Polish artist (born 1939)

Edward Łazikowski (born January 22, 1939, in Bąków Górny Poland) is a Polish artist whose work includes drawing, painting, photography, sculpture, installation art, performance art and art theory.

==Life==
Łazikowski graduated from the Strzemiński Academy of Fine Arts and Design in Łódź. He presents his artistic and theoretical achievements publicly in individual exhibitions and taking part in collective shows in galleries and museums, publishing catalogues and articles in various magazines, and giving interview. Initially, he went in for painting (in the 1960s), then in the mid-1970s took interest in "actions" and photography (mainly documentary), and in the late 1970s and early 1980s performance art.

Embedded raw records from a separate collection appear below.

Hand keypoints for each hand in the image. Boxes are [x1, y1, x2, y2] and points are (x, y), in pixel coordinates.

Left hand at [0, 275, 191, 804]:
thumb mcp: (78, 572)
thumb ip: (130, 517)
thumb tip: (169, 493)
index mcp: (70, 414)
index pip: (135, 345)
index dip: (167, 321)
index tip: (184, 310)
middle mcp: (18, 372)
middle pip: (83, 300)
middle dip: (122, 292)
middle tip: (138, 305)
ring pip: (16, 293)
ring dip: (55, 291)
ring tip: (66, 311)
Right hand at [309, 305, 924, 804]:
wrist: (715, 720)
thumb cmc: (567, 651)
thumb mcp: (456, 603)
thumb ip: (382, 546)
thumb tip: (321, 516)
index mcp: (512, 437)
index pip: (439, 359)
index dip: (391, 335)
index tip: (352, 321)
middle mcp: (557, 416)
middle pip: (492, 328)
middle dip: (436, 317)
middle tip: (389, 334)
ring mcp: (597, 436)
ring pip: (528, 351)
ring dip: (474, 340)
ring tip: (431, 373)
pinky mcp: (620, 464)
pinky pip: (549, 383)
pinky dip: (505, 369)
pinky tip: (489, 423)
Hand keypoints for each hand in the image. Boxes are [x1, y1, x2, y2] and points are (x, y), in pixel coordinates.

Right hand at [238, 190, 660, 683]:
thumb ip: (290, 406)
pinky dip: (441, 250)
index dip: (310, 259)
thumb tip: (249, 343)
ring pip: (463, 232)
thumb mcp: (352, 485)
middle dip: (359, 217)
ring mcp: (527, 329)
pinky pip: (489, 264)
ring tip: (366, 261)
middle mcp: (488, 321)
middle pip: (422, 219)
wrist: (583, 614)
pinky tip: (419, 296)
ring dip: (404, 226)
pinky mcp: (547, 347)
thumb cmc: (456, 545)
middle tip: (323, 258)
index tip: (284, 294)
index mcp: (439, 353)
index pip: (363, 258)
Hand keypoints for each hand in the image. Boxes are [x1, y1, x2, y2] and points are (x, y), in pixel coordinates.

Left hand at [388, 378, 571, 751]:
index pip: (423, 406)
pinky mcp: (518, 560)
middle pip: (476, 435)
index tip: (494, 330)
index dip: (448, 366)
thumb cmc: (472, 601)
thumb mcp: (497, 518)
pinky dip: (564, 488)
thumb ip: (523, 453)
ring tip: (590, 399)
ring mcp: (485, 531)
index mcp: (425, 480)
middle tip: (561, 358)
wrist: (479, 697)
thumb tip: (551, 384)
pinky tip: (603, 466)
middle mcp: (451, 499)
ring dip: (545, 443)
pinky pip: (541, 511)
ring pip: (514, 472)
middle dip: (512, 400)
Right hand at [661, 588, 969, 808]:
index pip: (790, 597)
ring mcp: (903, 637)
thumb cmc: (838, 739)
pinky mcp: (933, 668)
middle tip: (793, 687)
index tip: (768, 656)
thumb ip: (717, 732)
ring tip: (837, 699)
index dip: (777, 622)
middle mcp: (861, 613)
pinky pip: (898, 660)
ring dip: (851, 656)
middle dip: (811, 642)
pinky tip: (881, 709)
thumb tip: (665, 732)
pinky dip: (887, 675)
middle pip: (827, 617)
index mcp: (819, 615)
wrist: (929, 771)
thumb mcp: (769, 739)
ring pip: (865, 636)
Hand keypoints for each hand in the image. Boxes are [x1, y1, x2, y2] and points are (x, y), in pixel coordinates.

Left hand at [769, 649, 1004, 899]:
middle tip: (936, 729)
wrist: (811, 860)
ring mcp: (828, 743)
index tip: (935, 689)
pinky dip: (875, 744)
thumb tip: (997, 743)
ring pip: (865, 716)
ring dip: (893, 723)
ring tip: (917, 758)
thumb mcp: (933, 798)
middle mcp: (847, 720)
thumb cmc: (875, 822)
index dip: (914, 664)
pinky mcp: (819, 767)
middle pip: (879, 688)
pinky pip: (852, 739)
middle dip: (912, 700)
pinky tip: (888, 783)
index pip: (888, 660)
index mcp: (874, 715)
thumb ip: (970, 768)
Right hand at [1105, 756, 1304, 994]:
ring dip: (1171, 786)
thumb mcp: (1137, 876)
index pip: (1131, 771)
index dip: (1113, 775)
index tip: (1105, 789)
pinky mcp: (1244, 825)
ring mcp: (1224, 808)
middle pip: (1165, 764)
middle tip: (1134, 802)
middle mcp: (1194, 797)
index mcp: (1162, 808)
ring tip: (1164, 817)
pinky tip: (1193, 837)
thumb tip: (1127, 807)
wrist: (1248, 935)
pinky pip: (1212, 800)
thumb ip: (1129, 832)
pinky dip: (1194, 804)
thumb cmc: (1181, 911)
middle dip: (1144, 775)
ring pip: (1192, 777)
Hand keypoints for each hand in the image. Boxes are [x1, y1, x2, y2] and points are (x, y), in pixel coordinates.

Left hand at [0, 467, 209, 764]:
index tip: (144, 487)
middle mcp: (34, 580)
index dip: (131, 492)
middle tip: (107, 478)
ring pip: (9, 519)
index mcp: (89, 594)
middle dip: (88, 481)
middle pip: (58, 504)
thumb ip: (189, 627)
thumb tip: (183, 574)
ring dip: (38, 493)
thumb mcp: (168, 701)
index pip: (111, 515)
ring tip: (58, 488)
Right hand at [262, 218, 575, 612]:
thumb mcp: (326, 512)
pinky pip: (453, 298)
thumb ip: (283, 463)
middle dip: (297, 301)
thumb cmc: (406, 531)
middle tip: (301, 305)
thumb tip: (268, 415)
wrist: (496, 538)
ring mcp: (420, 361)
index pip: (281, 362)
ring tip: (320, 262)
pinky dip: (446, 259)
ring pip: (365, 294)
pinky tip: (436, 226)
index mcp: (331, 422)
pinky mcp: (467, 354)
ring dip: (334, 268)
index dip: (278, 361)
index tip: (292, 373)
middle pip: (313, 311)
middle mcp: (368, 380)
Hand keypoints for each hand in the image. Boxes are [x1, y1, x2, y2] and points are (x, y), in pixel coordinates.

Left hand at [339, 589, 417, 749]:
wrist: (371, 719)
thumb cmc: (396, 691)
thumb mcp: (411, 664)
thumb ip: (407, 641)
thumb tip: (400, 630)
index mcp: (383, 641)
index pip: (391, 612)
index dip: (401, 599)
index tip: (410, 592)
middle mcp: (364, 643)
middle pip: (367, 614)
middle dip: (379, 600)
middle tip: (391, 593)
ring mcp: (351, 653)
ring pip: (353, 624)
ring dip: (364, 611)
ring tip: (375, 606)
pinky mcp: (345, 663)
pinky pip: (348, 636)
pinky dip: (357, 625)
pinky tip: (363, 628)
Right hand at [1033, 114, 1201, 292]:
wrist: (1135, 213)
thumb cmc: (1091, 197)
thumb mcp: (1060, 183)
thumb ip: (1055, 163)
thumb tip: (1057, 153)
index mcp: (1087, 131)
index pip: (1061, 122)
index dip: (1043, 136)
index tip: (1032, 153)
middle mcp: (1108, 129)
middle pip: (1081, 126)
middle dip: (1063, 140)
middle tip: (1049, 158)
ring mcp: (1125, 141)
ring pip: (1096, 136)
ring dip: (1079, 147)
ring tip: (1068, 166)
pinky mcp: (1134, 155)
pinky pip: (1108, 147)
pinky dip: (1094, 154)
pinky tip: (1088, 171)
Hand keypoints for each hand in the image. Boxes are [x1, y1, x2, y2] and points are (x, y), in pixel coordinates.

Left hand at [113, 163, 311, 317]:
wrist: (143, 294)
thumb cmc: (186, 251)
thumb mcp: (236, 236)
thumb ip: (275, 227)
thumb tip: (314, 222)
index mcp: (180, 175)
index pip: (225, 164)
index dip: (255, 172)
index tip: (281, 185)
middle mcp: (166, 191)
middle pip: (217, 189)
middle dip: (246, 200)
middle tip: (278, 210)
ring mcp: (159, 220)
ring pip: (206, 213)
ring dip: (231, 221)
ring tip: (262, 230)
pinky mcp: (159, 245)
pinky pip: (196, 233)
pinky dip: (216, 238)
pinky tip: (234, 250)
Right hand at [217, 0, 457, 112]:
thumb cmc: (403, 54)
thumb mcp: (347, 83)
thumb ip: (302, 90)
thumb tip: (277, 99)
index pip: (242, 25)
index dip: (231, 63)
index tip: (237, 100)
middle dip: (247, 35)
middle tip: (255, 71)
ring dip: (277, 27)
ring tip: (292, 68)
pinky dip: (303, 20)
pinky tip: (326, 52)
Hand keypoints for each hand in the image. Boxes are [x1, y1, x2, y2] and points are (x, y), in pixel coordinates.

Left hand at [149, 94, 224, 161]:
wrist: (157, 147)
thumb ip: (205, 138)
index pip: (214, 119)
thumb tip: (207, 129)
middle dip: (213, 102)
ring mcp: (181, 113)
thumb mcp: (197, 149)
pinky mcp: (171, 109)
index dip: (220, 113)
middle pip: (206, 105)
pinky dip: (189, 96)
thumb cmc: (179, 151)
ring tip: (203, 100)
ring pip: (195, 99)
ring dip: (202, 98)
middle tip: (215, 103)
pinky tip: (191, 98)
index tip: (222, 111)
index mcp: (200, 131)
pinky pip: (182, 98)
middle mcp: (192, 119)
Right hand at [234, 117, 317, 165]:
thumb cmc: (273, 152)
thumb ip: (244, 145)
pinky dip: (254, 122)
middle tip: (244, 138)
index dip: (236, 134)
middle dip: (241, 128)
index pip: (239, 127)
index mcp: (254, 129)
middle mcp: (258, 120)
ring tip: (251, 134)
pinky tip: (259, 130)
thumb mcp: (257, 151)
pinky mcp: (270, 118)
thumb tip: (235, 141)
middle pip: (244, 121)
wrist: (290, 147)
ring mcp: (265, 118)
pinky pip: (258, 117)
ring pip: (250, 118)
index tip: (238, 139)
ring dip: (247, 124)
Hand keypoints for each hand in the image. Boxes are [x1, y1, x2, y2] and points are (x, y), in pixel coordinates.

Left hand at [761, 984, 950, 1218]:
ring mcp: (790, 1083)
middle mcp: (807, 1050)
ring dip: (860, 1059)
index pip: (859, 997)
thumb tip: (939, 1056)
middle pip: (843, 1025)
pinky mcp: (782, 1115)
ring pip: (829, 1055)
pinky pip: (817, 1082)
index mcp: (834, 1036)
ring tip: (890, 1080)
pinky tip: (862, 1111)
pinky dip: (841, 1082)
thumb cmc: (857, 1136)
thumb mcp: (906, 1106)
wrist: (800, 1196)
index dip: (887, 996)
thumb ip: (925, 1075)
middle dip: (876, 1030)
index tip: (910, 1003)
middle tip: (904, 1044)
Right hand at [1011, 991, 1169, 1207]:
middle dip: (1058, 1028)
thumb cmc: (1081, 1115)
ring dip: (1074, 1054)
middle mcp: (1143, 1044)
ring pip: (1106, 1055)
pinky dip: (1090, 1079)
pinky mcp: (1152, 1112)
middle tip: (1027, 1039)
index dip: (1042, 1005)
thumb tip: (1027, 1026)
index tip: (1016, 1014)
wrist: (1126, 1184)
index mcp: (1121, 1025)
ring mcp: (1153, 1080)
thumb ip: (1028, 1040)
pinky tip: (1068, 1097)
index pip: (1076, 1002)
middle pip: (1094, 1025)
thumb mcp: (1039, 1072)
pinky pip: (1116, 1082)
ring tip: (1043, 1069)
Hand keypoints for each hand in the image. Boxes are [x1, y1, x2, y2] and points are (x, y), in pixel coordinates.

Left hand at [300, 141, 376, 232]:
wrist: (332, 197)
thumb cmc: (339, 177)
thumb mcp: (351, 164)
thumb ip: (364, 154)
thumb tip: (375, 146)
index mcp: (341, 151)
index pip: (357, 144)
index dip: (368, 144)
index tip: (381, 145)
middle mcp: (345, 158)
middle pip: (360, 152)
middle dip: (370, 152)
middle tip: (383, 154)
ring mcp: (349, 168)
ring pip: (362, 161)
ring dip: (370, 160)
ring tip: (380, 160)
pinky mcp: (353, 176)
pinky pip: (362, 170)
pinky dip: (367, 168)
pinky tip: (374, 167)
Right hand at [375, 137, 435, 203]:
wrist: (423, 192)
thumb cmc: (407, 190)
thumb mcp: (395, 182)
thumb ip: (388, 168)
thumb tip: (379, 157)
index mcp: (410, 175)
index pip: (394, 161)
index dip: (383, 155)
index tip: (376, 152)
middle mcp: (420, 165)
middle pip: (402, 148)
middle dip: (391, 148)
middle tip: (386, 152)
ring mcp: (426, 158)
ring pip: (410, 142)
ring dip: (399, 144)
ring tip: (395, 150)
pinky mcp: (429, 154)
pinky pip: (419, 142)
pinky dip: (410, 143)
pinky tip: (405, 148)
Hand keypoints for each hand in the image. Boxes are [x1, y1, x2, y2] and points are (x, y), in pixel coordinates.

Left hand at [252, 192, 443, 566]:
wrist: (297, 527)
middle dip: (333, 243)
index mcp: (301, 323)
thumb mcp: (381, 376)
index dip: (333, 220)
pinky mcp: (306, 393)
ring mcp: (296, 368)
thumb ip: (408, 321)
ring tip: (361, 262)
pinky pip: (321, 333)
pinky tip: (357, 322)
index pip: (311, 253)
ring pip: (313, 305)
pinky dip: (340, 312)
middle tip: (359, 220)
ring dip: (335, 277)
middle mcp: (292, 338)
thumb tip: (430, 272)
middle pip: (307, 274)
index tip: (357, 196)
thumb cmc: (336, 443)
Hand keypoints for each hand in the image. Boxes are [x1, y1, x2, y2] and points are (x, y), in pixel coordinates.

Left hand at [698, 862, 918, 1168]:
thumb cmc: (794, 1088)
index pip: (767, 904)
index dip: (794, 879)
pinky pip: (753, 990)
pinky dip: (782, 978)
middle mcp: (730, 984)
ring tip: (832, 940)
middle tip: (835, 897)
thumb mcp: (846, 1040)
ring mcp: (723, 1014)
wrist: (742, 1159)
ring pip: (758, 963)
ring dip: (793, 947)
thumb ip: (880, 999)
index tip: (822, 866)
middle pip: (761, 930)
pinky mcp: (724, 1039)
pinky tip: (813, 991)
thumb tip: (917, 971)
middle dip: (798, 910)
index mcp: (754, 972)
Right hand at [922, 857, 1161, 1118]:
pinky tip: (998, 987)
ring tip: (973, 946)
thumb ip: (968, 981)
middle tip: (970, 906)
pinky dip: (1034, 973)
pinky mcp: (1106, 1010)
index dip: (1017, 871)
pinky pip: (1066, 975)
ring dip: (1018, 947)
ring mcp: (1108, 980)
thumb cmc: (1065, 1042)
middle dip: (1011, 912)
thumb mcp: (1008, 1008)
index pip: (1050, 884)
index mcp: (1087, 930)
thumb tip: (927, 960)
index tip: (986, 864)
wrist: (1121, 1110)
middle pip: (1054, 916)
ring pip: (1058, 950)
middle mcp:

Later on he created "objects" (sculptures): small constructions made of wood, string and fabric, which in time became larger, and sometimes became installations. An important part of his creative process is drawing, divided by the artist into three categories: free, working and note. Starting from the 1990s, he introduced a series of works called Fragtors. The term, coined by Łazikowski, and precisely described in his theoretical work Fragtoryzacja świata (Fragtorisation of the World), became the basis for artist's present plastic activities. In his theoretical and constructive works Łazikowski tries to combine discovering reality (science) with creating it (art). Łazikowski describes his aim as to carry out the "spiritualisation of his corporality (but not of the corpse), and corporalisation of his spirituality (but not of the spirit)." He sometimes exhibits his works outside galleries, at places unrelated to arts, not promoted by media and advertising campaigns; often outside the "field" of art.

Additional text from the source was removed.